Purification and characterization of recombinant FAD synthetase from Neurosporacrassa

FAD Synthetase (FADS) [EC 2.7.7.2], the second enzyme in flavin cofactor biosynthetic pathway converts FMN to FAD, plays an important role in many redox reactions. Neurospora crassa FADS (NcFADS) was cloned and overexpressed in E. coli cells. Recombinant NcFADS was purified in high yields of ∼8 mg per liter of bacterial culture using a single step glutathione sepharose affinity chromatography. SDS-PAGE and MALDI-MS revealed that NcFADS has a molecular mass of ∼31 kDa. Enzyme kinetic analysis monitored by reverse phase HPLC demonstrate a specific activity and k(cat) of 1356 nmol/min/mg and 0.69sec(−1) respectively.

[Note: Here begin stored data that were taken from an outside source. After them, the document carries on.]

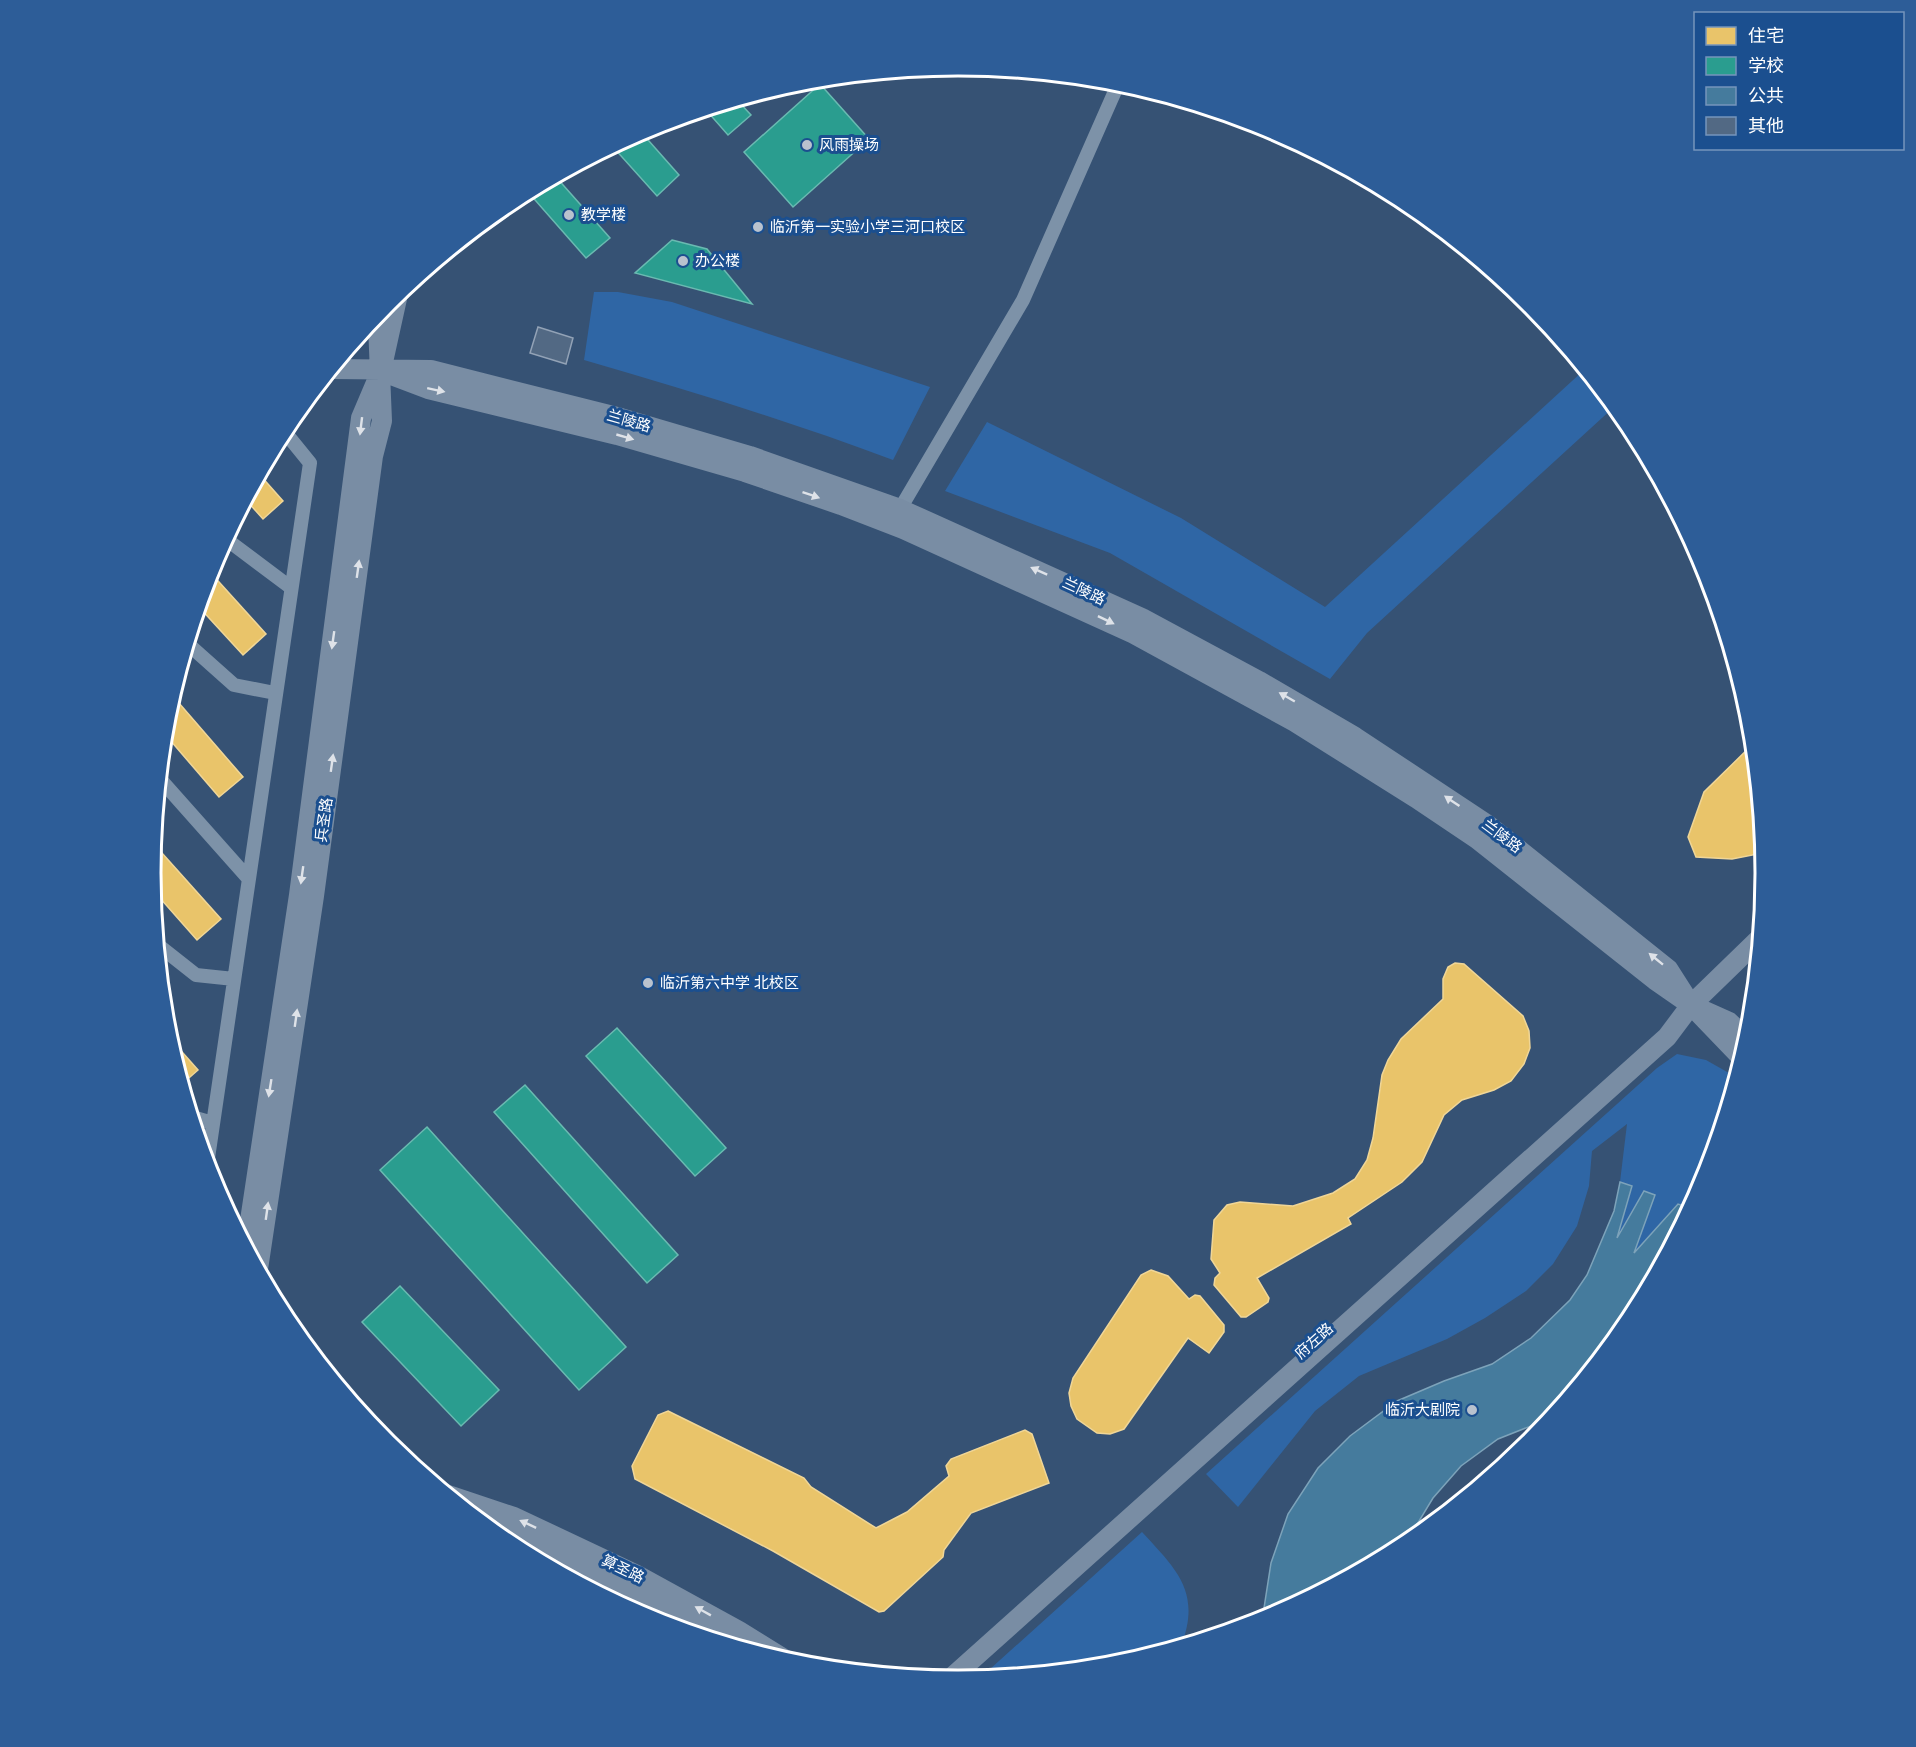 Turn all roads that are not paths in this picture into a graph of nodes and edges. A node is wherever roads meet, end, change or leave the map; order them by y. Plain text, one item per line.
1 (1114, 92) edge
2 (395, 309) edge
3 (378, 327) edge
4 (349, 360) edge
5 (341, 369) edge
6 (381, 371) junction
7 (290, 439) edge
8 (900, 509) junction
9 (233, 544) edge
10 (290, 587) junction
11 (193, 649) edge
12 (275, 693) junction
13 (166, 786) edge
14 (248, 878) junction
15 (1751, 947) edge
16 (165, 951) edge
17 (1750, 960) edge
18 (234, 979) junction
19 (1691, 1005) junction
20 (1739, 1032) edge
21 (1735, 1051) edge
22 (200, 1119) edge
23 (213, 1123) junction
24 (210, 1147) edge
25 (248, 1235) edge
26 (260, 1257) edge
27 (468, 1502) edge
28 (512, 1534) edge
29 (695, 1625) edge
30 (762, 1645) edge
31 (948, 1670) edge
32 (960, 1670) edge

1 - 8 street
2 - 6 main road, 兵圣路
3 - 6 main road, 兵圣路
4 - 6 main road, 兰陵路
5 - 6 main road, 兰陵路
6 - 8 main road, 兰陵路
6 -> 19 main road, 兰陵路
6 -> 25 main road, 兵圣路
26 -> 6 main road, 兵圣路
7 - 10 street
19 -> 8 main road, 兰陵路
9 - 10 street
10 - 12 street
11 - 12 street
12 - 14 street
13 - 14 street
14 - 18 street
15 - 19 main road, 府左路
16 - 18 street
17 - 19 main road, 府左路
18 - 23 street
19 - 20 main road, 兰陵路
19 - 21 main road, 兰陵路
19 - 31 main road, 府左路
19 - 32 main road, 府左路
22 - 23 street
23 - 24 street
30 -> 27 main road, 算圣路
28 - 29 main road, 算圣路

Steady state kinetic analysis of NcFADS exhibited a K(m) of NcFADS for FMN is 2.7 μM and for MgATP(−2) is 88.7 μM. Isothermal titration calorimetry experiments showed that the recombinant protein binds to the substrates with apparent K(d) of 20.8 μM for FMN and 16.6 μM for MgATP(−2). Biophysical characterization using intrinsic fluorescence suggests that the enzyme is in folded conformation. Far-UV CD data suggest that the backbone of the enzyme is predominantly in a helical conformation. Differential scanning calorimetry data shows that the T(m) is 53 °C ± 1. This is the first report on cloning, purification and characterization of FADS from N. crassa. The specific activity of NcFADS is the highest than any of the reported FADS from any other source. The results obtained in this study is expected to pave way for intensive research aimed to understand the molecular basis for the extraordinarily high turnover rate of NcFADS.